BMW has made improvements throughout to enhance the car’s usefulness, too. While boot space is still restricted with the roof down, it’s larger than before, varying from 220 litres to a generous 370 litres with the hood folded, and it’s accessed via a large opening behind the fold-down rear seats.
Owners can also lift the whole roof mechanism hydraulically at the touch of a button when it’s folded away, giving easier access to the luggage. Neatly, the wind deflector (which can only be used when there are no passengers in the back) folds and slots into the rear seatback when not in use.
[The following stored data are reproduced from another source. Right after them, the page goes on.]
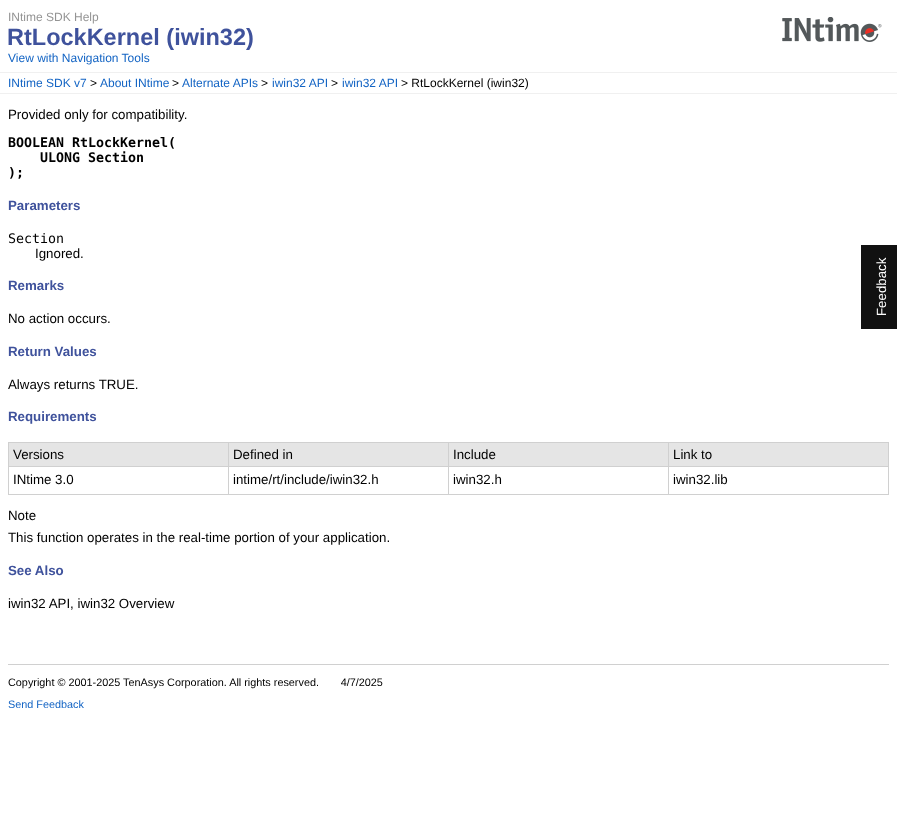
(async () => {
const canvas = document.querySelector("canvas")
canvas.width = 897
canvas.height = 816
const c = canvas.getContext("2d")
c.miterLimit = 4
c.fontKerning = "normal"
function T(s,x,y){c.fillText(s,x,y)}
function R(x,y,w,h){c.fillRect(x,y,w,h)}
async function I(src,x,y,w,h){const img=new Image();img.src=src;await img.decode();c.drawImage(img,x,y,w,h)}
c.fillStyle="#fff"
R(0,0,897,816)
c.font="12px Liberation Sans"
c.fillStyle="#949494"
T("INtime SDK Help",8,21)
await I("1.png",782,17,100,25)
c.font="bold 23.5px Liberation Sans"
c.fillStyle="#3f529c"
T("RtLockKernel (iwin32)",7,45)
c.font="12px Liberation Sans"
c.fillStyle="#1364c4"
T("View with Navigation Tools",8,62)
c.fillStyle="#f0f0f0"
R(0,72,897,1)
R(0,93,897,1)
c.fillStyle="#1364c4"
T("INtime SDK v7",8,87)
c.fillStyle="#000"
T(">",90,87)
c.fillStyle="#1364c4"
T("About INtime",100,87)
c.fillStyle="#000"
T(">",172,87)
c.fillStyle="#1364c4"
T("Alternate APIs",182,87)
c.fillStyle="#000"
T(">",261,87)
c.fillStyle="#1364c4"
T("iwin32 API",272,87)
c.fillStyle="#000"
T(">",331,87)
c.fillStyle="#1364c4"
T("iwin32 API",342,87)
c.fillStyle="#000"
T("> RtLockKernel (iwin32)",401,87)
c.font="13.3px Liberation Sans"
T("Provided only for compatibility.",8,119)
c.font="bold 13.3px DejaVu Sans Mono"
T("BOOLEAN RtLockKernel(",8,147)
T("ULONG Section",40,162)
T(");",8,177)
c.font="bold 13.3px Liberation Sans"
c.fillStyle="#3f529c"
T("Parameters",8,210)
c.font="13.3px DejaVu Sans Mono"
c.fillStyle="#000"
T("Section",8,243)
c.font="13.3px Liberation Sans"
T("Ignored.",35,258)
c.font="bold 13.3px Liberation Sans"
c.fillStyle="#3f529c"
T("Remarks",8,290)
c.font="13.3px Liberation Sans"
c.fillStyle="#000"
T("No action occurs.",8,323)
c.font="bold 13.3px Liberation Sans"
c.fillStyle="#3f529c"
T("Return Values",8,356)
c.font="13.3px Liberation Sans"
c.fillStyle="#000"
T("Always returns TRUE.",8,389)
c.font="bold 13.3px Liberation Sans"
c.fillStyle="#3f529c"
T("Requirements",8,421)
c.fillStyle="#e5e5e5"
R(9,443,219,23)
c.fillStyle="#d0d0d0"
R(668,442,221,1)
R(668,466,221,1)
R(888,466,1,29)
R(668,494,221,1)
R(668,466,1,29)
R(448,466,221,1)
R(668,442,1,25)
R(448,442,221,1)
R(448,494,221,1)
R(448,466,1,29)
R(228,466,221,1)
R(448,442,1,25)
R(228,442,221,1)
R(228,494,221,1)
R(228,466,1,29)
R(8,466,221,1)
R(228,442,1,25)
R(8,442,221,1)
R(8,494,221,1)
R(8,466,1,29)
R(8,442,1,25)
c.font="13.3px Liberation Sans"
c.fillStyle="#000"
T("Versions",13,459)
c.fillStyle="#e5e5e5"
R(229,443,219,23)
c.fillStyle="#000"
T("Defined in",233,459)
c.fillStyle="#e5e5e5"
R(449,443,219,23)
c.fillStyle="#000"
T("Include",453,459)
c.fillStyle="#e5e5e5"
R(669,443,219,23)
c.fillStyle="#d0d0d0"
R(888,442,1,25)
c.fillStyle="#000"
T("Link to",673,459)
T("INtime 3.0",13,484)
T("intime/rt/include/iwin32.h",233,484)
T("iwin32.h",453,484)
T("iwin32.lib",673,484)
T("Note",8,520)
T("This function operates in the real-time portion of your application.",8,542)
c.font="bold 13.3px Liberation Sans"
c.fillStyle="#3f529c"
T("See Also",8,575)
c.font="13.3px Liberation Sans"
c.fillStyle="#000"
T("iwin32 API, iwin32 Overview",8,608)
c.fillStyle="#111"
R(861,245,36,84)
c.fillStyle="#fff"
c.save()
c.translate(886,316)
c.rotate(-90 * Math.PI / 180)
c.fillText("Feedback",0,0)
c.restore()
c.fillStyle="#d0d0d0"
R(8,664,881,1)
c.font="10.85px Liberation Sans"
c.fillStyle="#000"
T("Copyright © 2001-2025 TenAsys Corporation. All rights reserved.  4/7/2025",8,686)
c.fillStyle="#1364c4"
T("Send Feedback",8,708)
})()
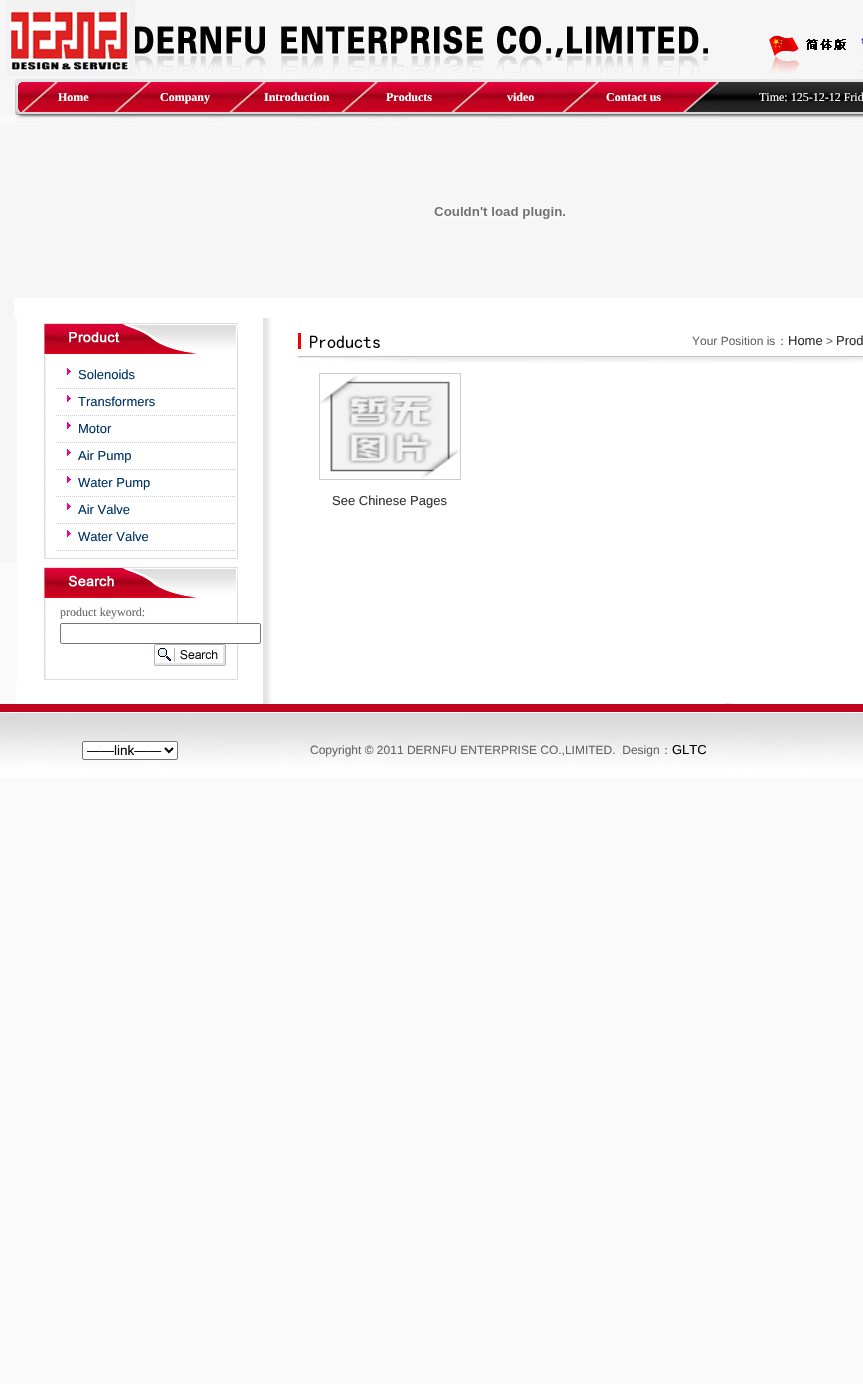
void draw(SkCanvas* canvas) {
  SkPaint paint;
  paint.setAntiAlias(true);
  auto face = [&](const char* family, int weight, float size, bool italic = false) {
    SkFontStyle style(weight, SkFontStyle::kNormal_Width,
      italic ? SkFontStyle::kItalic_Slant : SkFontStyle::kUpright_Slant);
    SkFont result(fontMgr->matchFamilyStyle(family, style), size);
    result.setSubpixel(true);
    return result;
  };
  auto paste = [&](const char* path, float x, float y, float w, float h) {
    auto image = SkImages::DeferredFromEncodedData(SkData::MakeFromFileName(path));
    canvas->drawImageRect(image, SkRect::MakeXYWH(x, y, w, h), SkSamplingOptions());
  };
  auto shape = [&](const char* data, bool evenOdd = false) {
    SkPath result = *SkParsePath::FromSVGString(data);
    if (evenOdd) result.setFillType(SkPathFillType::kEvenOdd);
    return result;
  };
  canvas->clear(0xfffafafa);
  paint.setColor(0xfff6f6f6);
  canvas->drawRect(SkRect::MakeXYWH(0, 0, 6, 79), paint);
  paste("img/1.png", 6, 0, 857, 79);
  canvas->drawRect(SkRect::MakeXYWH(0, 79, 15, 36), paint);
  paste("img/2.png", 15, 79, 848, 36);
  paste("img/3.png", 16, 115, 847, 8);
  canvas->drawRect(SkRect::MakeXYWH(0, 124, 863, 174), paint);
  paste("img/4.png", 434, 207, 131, 12);
  canvas->drawRect(SkRect::MakeXYWH(0, 298, 14, 20), paint);
  paint.setColor(0xffffffff);
  canvas->drawRect(SkRect::MakeXYWH(14, 298, 849, 20), paint);
  paste("img/5.png", 0, 318, 261, 39);
  paste("img/6.png", 0, 357, 261, 194);
  paste("img/7.png", 67, 368, 4, 7);
  paint.setStroke(true);
  paint.setStrokeWidth(1);
  paint.setColor(0xffcccccc);
  paint.setPathEffect(SkDashPathEffect::Make({{1, 1}}, 0));
  canvas->drawPath(shape("M56 388.5H236"), paint);
  paint.setPathEffect(nullptr);
  paste("img/7.png", 67, 395, 4, 7);
  paint.setPathEffect(SkDashPathEffect::Make({{1, 1}}, 0));
  canvas->drawPath(shape("M56 415.5H236"), paint);
  paint.setPathEffect(nullptr);
  paste("img/7.png", 67, 422, 4, 7);
  paint.setPathEffect(SkDashPathEffect::Make({{1, 1}}, 0));
  canvas->drawPath(shape("M56 442.5H236"), paint);
  paint.setPathEffect(nullptr);
  paste("img/7.png", 67, 449, 4, 7);
  paint.setPathEffect(SkDashPathEffect::Make({{1, 1}}, 0));
  canvas->drawPath(shape("M56 469.5H236"), paint);
  paint.setPathEffect(nullptr);
  paste("img/7.png", 67, 476, 4, 7);
  paint.setPathEffect(SkDashPathEffect::Make({{1, 1}}, 0));
  canvas->drawPath(shape("M56 496.5H236"), paint);
  paint.setPathEffect(nullptr);
  paste("img/7.png", 67, 503, 4, 7);
  paint.setPathEffect(SkDashPathEffect::Make({{1, 1}}, 0));
  canvas->drawPath(shape("M56 523.5H236"), paint);
  paint.setPathEffect(nullptr);
  paste("img/7.png", 67, 530, 4, 7);
  paint.setPathEffect(SkDashPathEffect::Make({{1, 1}}, 0));
  canvas->drawPath(shape("M56 550.5H236"), paint);
  paint.setPathEffect(nullptr);
  paste("img/8.png", 0, 551, 261, 11);
  paste("img/9.png", 17, 562, 244, 39);
  paste("img/10.png", 17, 601, 244, 71);
  paint.setStroke(false);
  paint.setColor(0xffffffff);
  canvas->drawRoundRect(SkRect::MakeXYWH(60.5f, 623.5f, 200, 20), 1.5f, 1.5f, paint);
  paint.setStroke(true);
  paint.setColor(0xff767676);
  canvas->drawRoundRect(SkRect::MakeXYWH(60.5f, 623.5f, 200, 20), 1.5f, 1.5f, paint);
  paste("img/11.png", 154, 644, 72, 22);
  paste("img/12.png", 17, 672, 244, 11);
  paint.setStroke(false);
  paint.setColor(0xffffffff);
  canvas->drawRect(SkRect::MakeXYWH(16, 683, 245, 20), paint);
  paste("img/13.png", 261, 318, 602, 385);
  paste("img/14.png", 291, 327, 572, 36);
  paint.setStroke(true);
  paint.setColor(0xffcccccc);
  canvas->drawRect(SkRect::MakeXYWH(319.5f, 373.5f, 141, 106), paint);
  paste("img/15.png", 320, 374, 140, 105);
  paste("img/16.png", 0, 703, 863, 75);
  paint.setStroke(false);
  paint.setColor(0xffffffff);
  canvas->drawRoundRect(SkRect::MakeXYWH(82.5f, 741.5f, 95, 18), 1.5f, 1.5f, paint);
  paint.setStroke(true);
  paint.setColor(0xff767676);
  canvas->drawRoundRect(SkRect::MakeXYWH(82.5f, 741.5f, 95, 18), 1.5f, 1.5f, paint);
  paint.setStrokeWidth(2);
  paint.setColor(0xff000000);
  canvas->drawPath(shape("M165 748L169 752L173 748"), paint);
  auto f0 = face("Liberation Serif", 700, 12);
  paint.setStroke(false);
  paint.setColor(0xffffffff);
  {
    const struct { const char* s; float x, y; } items[] = {
      {"Home", 58, 101},
      {"Company", 160, 101},
      {"Introduction", 264, 101},
      {"Products", 386, 101},
      {"video", 507, 101},
      {"Contact us", 606, 101},
    };
    for (auto [s, x, y] : items) {
      canvas->drawString(s, x, y, f0, paint);
    }
  }
  auto f1 = face("Liberation Serif", 400, 12);
  canvas->drawString("Time: 125-12-12 Frid", 759, 101, f1, paint);
  auto f2 = face("Liberation Sans", 400, 13);
  paint.setColor(0xff003366);
  {
    const struct { const char* s; float x, y; } items[] = {
      {"Solenoids", 78, 379},
      {"Transformers", 78, 406},
      {"Motor", 78, 433},
      {"Air Pump", 78, 460},
      {"Water Pump", 78, 487},
      {"Air Valve", 78, 514},
      {"Water Valve", 78, 541},
    };
    for (auto [s, x, y] : items) {
      canvas->drawString(s, x, y, f2, paint);
    }
  }
  paint.setColor(0xff666666);
  canvas->drawString("product keyword:", 60, 616, f1, paint);
  auto f3 = face("Liberation Sans", 400, 12);
  canvas->drawString("Your Position is", 692, 345, f3, paint);
  auto f4 = face("WenQuanYi Zen Hei", 500, 12);
  canvas->drawString("：", 776, 345, f4, paint);
  paint.setColor(0xff333333);
  canvas->drawString("Home", 788, 345, f2, paint);
  paint.setColor(0xff666666);
  canvas->drawString(">", 826, 345, f3, paint);
  paint.setColor(0xff333333);
  canvas->drawString("Prod", 836, 345, f2, paint);
  canvas->drawString("See Chinese Pages", 332, 505, f2, paint);
  auto f5 = face("Liberation Sans", 400, 13.5f);
  paint.setColor(0xff000000);
  canvas->drawString("——link——", 87, 755, f5, paint);
  paint.setColor(0xff666666);
  canvas->drawString("Copyright © 2011 DERNFU ENTERPRISE CO.,LIMITED.  Design", 310, 754, f3, paint);
  canvas->drawString("：", 660, 754, f4, paint);
  paint.setColor(0xff000000);
  canvas->drawString("GLTC", 672, 754, f2, paint);
}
Also new is a neck warming function, called Air Collar, in the headrests of the front seats. This is a reasonably priced option, at £360, and offers three modes, although even in the highest setting, the warm breeze will be no match for chilly spring temperatures in Britain.
At launch, there’s a choice of two petrol engines and one diesel, shared with the 4 Series Coupe. The entry-level Convertible is the 181bhp 2.0-litre 420d diesel, while petrol options comprise the 242bhp 2.0-litre 428i and a top-spec 435i, with a 302bhp 3.0 straight-six turbo.
Yet while our 435i test model promises strong performance – 0-62mph in 5.5 seconds is fast by any measure – it wasn’t as sporty as we’d expected.
BMW’s chassis engineers have clearly focused their attention on the ride comfort and refinement, and in these departments the car eclipses the 3 Series Convertible. The trade-off, however, is that it’s not as sharp along a back road – although it’s hardly all at sea.
The big change is that the car doesn’t encourage its driver to push on, preferring to cruise around than corner hard. Sure, there’s a satisfying urgency to the power delivery, especially when you select Sport or Sport+ modes, but it’s almost too smooth to be exciting. And the exhaust note is distant, even with the roof down and the revs climbing.
So if you want petrol power, we’d go for the more efficient 428i. It still claims 0-62mph in 6.4 seconds and promises average economy of over 40mpg, while you can spend the £5,315 you save on the price on some choice extras – such as the brilliant eight-speed automatic gearbox (a £1,690 option). If you don’t mind a diesel, the 420d Convertible, with its near-60mpg economy, is difficult to ignore.